I would therefore like to propose a simpler, logical and more flexible approach to organizing and working with a multitasking desktop environment. First step back from what you know about the current implementation and imagine the following... A computer can use one or multiple screens (monitors that can be added or removed on the fly). On each screen you can place one of several (virtual) desktops and switch between them independently as you wish. Desktops represent your working environments and contain windows of your applications. Each desktop can be of a specific type that defines the placement of taskbars, widgets and plasmoids. The user can than arrange their desktops in the order they wish in a virtual 2D grid whose purpose is easier understanding and visual representation (also add, remove or move desktops them around on the fly).

It is now up to the user which desktop types he prepares (probably one or more for each type of activity) and how he arranges them and organizes his working environment. The proposed way of organizing would then be to use each virtual grid row for a separate activity.

Benefits of this would be to not be constrained by which activities you can do at once, because you could switch desktops independently (even switch to desktops that were originally on another screen). This means that when working on only one activity at a time the user would switch all their screens to desktops from this activity/row in the grid (there should probably be shortcuts to switch all screens at once). But in case a user is doing more things at once or following something in another activity he could just switch one of the screens to the desired desktop and use other screens for the main work he is doing.

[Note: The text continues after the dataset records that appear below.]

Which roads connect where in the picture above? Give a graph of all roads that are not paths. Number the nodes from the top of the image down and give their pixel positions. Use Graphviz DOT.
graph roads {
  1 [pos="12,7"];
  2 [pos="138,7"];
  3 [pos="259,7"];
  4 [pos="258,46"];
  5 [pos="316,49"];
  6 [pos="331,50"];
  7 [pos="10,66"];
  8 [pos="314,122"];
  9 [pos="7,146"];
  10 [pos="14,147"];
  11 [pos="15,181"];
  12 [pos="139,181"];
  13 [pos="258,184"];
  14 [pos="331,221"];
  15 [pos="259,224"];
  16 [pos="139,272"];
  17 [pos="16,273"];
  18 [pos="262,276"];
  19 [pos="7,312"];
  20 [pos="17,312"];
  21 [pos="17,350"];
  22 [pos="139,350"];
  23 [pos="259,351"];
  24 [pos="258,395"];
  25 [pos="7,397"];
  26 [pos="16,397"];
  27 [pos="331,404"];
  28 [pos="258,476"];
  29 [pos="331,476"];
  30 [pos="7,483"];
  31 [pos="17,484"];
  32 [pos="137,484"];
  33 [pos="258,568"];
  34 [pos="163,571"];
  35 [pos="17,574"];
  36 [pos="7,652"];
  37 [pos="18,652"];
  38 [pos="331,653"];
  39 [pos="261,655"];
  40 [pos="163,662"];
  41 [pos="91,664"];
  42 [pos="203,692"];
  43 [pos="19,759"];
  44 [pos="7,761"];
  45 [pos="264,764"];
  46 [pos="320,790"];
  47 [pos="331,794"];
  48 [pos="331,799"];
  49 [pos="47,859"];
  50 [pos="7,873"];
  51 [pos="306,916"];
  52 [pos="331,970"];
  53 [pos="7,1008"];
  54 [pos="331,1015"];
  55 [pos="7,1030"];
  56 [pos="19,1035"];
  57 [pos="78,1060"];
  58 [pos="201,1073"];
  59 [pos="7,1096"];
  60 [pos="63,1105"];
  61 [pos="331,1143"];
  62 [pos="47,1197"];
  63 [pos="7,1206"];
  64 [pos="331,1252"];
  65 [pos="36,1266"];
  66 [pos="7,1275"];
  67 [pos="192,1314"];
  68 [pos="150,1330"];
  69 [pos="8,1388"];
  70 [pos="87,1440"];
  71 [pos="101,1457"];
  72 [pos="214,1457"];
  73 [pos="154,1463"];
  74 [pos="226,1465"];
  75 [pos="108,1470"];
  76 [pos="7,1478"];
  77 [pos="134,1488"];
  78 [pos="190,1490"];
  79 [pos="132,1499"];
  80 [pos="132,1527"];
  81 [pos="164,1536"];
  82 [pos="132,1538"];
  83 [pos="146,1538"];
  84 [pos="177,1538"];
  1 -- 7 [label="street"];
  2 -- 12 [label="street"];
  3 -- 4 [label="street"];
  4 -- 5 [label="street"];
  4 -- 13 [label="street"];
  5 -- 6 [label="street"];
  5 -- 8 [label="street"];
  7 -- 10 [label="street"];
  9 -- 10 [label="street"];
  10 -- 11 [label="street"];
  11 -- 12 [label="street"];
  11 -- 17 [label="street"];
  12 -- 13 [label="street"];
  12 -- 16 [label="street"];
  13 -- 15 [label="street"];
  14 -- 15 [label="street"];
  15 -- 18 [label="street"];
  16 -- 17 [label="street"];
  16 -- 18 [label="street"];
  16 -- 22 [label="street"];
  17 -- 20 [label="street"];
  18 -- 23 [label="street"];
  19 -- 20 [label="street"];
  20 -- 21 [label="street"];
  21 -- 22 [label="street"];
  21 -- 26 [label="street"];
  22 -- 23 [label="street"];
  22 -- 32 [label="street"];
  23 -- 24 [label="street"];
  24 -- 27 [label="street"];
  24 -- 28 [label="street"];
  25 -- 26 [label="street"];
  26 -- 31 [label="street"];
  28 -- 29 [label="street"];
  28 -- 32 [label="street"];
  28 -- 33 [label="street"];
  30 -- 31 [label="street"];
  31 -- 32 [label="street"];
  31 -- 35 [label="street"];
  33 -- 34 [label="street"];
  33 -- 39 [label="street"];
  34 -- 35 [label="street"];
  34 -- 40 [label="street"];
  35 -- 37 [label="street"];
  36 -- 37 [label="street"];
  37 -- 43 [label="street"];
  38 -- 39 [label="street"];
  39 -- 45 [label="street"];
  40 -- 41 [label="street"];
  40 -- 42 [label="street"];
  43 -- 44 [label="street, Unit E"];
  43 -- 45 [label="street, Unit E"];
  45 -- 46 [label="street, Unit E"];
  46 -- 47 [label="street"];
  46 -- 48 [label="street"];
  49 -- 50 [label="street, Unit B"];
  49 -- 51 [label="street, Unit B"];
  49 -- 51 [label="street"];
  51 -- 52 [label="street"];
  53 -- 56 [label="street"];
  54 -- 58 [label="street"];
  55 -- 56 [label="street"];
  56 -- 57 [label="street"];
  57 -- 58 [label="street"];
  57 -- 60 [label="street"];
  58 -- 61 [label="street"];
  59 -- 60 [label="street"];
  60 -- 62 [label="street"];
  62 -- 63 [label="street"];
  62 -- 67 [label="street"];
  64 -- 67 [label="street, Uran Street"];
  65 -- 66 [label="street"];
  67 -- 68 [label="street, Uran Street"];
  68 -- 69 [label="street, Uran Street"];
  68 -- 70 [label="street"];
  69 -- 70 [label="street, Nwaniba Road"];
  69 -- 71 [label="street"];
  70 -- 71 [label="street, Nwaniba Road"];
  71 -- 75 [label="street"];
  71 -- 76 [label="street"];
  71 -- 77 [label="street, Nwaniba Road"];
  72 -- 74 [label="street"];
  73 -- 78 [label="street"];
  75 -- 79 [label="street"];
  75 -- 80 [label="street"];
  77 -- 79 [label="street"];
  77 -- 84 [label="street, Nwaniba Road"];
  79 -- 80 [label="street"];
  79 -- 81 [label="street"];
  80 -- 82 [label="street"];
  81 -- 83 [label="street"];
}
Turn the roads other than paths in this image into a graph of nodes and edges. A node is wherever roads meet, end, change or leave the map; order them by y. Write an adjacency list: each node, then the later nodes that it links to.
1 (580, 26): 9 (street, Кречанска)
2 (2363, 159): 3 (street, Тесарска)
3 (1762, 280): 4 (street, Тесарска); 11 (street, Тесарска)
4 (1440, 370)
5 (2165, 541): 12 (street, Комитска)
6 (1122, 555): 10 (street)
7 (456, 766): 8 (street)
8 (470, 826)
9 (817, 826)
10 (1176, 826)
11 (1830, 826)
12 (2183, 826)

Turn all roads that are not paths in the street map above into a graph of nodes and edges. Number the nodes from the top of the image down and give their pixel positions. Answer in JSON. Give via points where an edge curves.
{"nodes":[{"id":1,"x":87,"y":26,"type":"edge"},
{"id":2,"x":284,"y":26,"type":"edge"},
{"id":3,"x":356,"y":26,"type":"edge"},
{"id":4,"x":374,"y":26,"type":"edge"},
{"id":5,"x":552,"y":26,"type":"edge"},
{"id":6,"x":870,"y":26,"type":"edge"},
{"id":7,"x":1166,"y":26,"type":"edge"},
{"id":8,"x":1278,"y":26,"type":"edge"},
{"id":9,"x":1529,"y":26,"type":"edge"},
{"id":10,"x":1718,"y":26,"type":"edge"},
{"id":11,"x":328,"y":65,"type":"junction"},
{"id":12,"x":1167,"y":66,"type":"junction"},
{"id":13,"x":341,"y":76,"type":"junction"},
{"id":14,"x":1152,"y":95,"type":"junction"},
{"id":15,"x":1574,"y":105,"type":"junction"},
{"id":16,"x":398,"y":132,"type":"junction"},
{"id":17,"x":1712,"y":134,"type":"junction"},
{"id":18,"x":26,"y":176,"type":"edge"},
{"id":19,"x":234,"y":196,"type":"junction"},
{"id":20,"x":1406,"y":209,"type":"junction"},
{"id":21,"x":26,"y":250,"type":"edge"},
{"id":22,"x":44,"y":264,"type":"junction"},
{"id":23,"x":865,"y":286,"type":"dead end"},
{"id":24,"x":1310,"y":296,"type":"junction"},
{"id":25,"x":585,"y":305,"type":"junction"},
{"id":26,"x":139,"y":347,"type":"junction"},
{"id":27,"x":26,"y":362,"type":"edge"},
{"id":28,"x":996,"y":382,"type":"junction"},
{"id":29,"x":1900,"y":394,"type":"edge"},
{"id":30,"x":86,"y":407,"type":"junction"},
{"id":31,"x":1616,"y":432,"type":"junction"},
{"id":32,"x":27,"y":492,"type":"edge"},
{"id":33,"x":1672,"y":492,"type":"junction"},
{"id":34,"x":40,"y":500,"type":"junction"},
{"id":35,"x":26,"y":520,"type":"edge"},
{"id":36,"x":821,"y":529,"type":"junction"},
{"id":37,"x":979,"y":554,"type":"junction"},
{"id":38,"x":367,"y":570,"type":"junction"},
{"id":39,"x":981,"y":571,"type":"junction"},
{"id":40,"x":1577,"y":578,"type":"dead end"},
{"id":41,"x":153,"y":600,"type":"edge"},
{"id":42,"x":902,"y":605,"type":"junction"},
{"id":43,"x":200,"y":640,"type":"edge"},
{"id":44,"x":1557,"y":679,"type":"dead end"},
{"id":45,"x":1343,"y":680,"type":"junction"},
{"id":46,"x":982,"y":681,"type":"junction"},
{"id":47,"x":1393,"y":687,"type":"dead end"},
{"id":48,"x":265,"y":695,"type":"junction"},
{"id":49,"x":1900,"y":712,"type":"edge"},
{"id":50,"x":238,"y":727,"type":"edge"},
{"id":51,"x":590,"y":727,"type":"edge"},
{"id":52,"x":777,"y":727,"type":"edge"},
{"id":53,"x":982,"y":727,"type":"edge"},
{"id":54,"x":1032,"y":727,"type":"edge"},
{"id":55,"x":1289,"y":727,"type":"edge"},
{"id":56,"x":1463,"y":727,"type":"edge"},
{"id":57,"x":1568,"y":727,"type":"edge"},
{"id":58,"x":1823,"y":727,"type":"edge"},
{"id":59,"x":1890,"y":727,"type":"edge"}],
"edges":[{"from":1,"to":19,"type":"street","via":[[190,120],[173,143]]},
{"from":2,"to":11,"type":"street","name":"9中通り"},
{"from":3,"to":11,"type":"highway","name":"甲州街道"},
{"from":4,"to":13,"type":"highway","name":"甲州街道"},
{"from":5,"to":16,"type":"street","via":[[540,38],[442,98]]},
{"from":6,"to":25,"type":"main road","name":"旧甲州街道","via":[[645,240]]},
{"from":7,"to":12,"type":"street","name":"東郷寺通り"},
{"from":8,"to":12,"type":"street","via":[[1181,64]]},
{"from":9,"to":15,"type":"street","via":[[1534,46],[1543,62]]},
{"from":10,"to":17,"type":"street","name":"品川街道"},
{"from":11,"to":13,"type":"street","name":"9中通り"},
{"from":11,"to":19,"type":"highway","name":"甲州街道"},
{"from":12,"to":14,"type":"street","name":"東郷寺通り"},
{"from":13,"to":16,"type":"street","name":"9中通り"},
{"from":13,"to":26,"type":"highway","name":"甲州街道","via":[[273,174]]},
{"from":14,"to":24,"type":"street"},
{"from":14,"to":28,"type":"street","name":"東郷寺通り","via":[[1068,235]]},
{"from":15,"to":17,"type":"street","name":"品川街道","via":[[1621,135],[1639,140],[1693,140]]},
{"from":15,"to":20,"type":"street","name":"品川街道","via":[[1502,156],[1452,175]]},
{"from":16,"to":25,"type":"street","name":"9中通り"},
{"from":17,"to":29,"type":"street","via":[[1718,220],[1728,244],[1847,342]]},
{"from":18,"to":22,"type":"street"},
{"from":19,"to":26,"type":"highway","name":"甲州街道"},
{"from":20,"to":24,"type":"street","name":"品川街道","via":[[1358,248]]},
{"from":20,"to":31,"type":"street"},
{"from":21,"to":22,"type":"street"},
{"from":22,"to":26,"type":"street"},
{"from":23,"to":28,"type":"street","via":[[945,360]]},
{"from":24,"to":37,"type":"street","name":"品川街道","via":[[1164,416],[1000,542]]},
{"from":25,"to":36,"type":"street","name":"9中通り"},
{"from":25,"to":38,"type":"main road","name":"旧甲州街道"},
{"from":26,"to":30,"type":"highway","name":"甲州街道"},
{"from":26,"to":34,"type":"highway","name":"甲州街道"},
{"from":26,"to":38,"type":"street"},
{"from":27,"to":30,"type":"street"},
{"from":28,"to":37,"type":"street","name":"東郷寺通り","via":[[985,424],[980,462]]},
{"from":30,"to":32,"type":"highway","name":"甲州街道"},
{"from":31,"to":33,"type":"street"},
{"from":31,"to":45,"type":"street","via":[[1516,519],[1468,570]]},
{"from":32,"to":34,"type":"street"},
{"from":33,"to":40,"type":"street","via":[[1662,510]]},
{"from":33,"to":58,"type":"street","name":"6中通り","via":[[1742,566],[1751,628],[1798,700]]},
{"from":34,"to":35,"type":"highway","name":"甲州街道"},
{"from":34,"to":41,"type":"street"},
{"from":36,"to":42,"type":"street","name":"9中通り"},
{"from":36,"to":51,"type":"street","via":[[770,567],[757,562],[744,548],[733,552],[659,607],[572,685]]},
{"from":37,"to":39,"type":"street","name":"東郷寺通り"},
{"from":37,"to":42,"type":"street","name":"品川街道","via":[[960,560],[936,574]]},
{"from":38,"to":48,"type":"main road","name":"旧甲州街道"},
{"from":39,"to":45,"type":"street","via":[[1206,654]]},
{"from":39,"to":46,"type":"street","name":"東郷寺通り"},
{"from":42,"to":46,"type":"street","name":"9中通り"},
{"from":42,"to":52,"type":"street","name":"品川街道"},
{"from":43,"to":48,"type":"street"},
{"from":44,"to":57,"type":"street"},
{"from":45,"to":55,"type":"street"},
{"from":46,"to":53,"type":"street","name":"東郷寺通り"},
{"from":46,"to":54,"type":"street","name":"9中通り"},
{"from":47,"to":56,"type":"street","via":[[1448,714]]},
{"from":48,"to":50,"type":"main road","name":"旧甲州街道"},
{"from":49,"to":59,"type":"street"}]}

For additional flexibility and usability it would probably be good to also have an option to specify screen types or to have the ability to make taskbars stick to a screen (e.g. the main toolbar with systray should probably be always present on only one screen, others could even be without a taskbar, but each should have plasmoids corresponding to their purpose/activity).

An example would be a user that has 2 monitors. He could first be watching TV on the main monitor and have an IM application open on the smaller one. He then gets a great idea an application he is developing and switches the main screen to his development desktop, but he doesn't want to miss the movie and therefore switches the smaller screen to the TV desktop. While he has written his idea down in the TODO list he would like to share it with some coworkers and therefore switches the main screen to the IM desktop, opens a group chat and copies what he has written... All the time he was doing things he able to watch the movie.

I would also recommend for the developers to check out what the Enlightenment E17 window manager can do, because it is pretty flexible and also allows independent switching of desktops (unfortunately limited to one screen), making windows remember on which desktop they should appear and similar goodies that are window managers job to do.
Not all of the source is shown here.